1000 Skokie Blvd., Suite 350
Wilmette, Illinois 60091
Ladies and Gentlemen:
We have acted as counsel to Monopar Therapeutics Inc., a Delaware corporation (the “Company”), in connection with the filing of a registration statement on Form S-3 (the “Registration Statement”) with the Securities and Exchange Commission (the “Commission”) under the Securities Act of 1933, as amended (the “Securities Act”). The Registration Statement includes a prospectus (the “Base Prospectus”) that provides it will be supplemented in the future by one or more prospectus supplements (each, a “Prospectus Supplement”). The Registration Statement, including the Base Prospectus (as supplemented from time to time by one or more Prospectus Supplements), will provide for the registration by the Company of the sale of up to $300 million of the following securities: (i) shares of common stock, par value $0.001 of the Company (the “Common Stock”); (ii) warrants to purchase shares of Common Stock (the “Warrants”); (iii) subscription rights to purchase Common Stock, Warrants, Units or any combination thereof (the “Subscription Rights”); and (iv) units comprised of one or more of the securities described in clauses (i) through (iii) above, in any combination (the “Units” and, together with the Common Stock, Warrants and Subscription Rights, the “Securities”). The Securities may be offered and sold from time to time pursuant to Rule 415 under the Securities Act.

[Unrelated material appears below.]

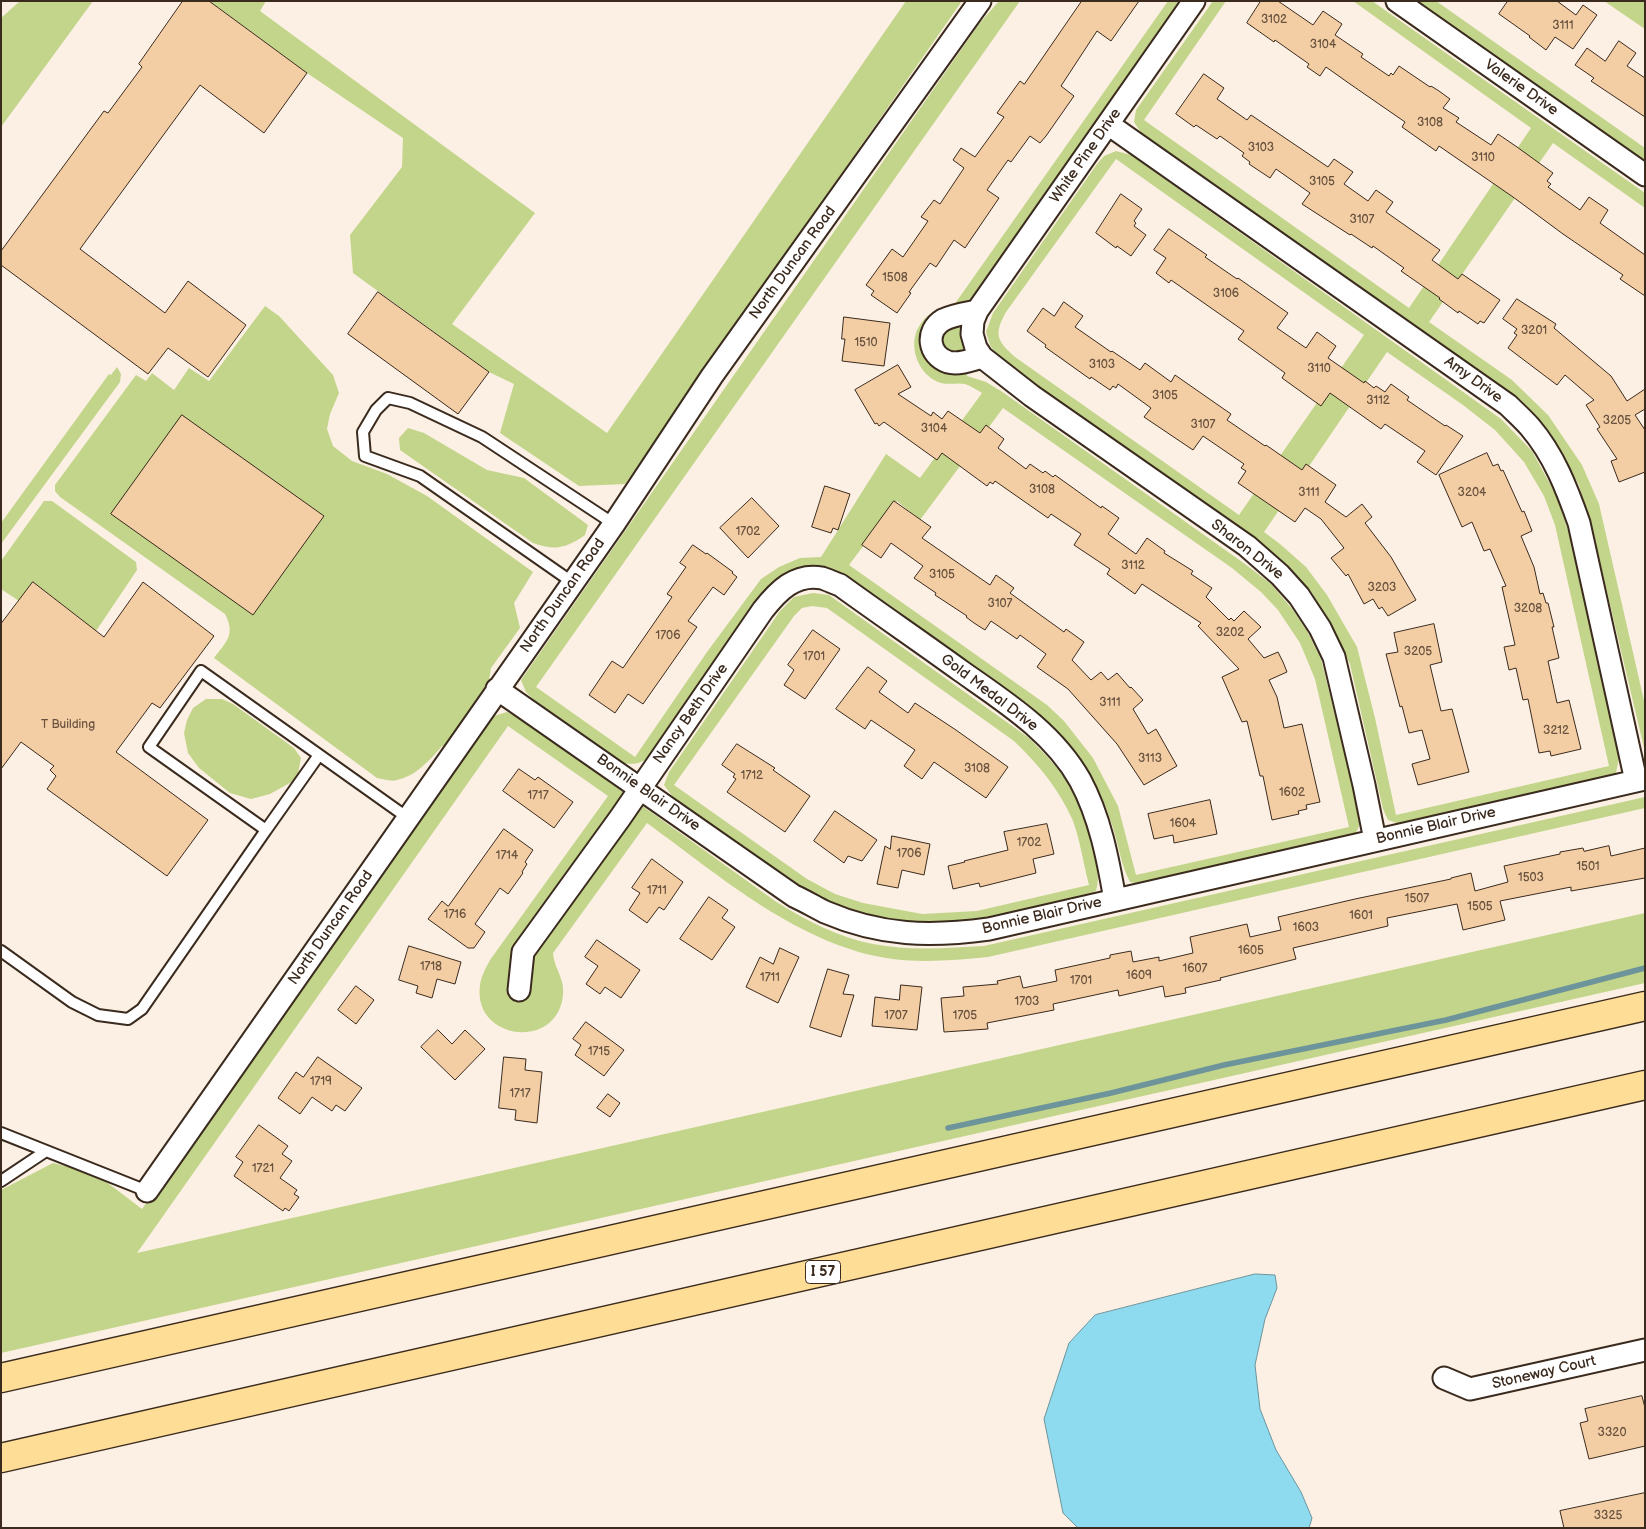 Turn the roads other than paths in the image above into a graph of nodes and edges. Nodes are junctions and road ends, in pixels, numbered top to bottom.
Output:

We have examined copies of such agreements, instruments and documents as we have deemed an appropriate basis on which to render the opinions hereinafter expressed. In our examination of the aforesaid documents, we have assumed the genuineness of all signatures, the legal capacity of all natural persons, the accuracy and completeness of all documents submitted to us, the authenticity of all original documents, and the conformity to authentic original documents of all documents submitted to us as copies (including telecopies). As to all matters of fact, we have relied on the representations and statements of fact made in the documents so reviewed, and we have not independently established the facts so relied on. This opinion letter is given, and all statements herein are made, in the context of the foregoing.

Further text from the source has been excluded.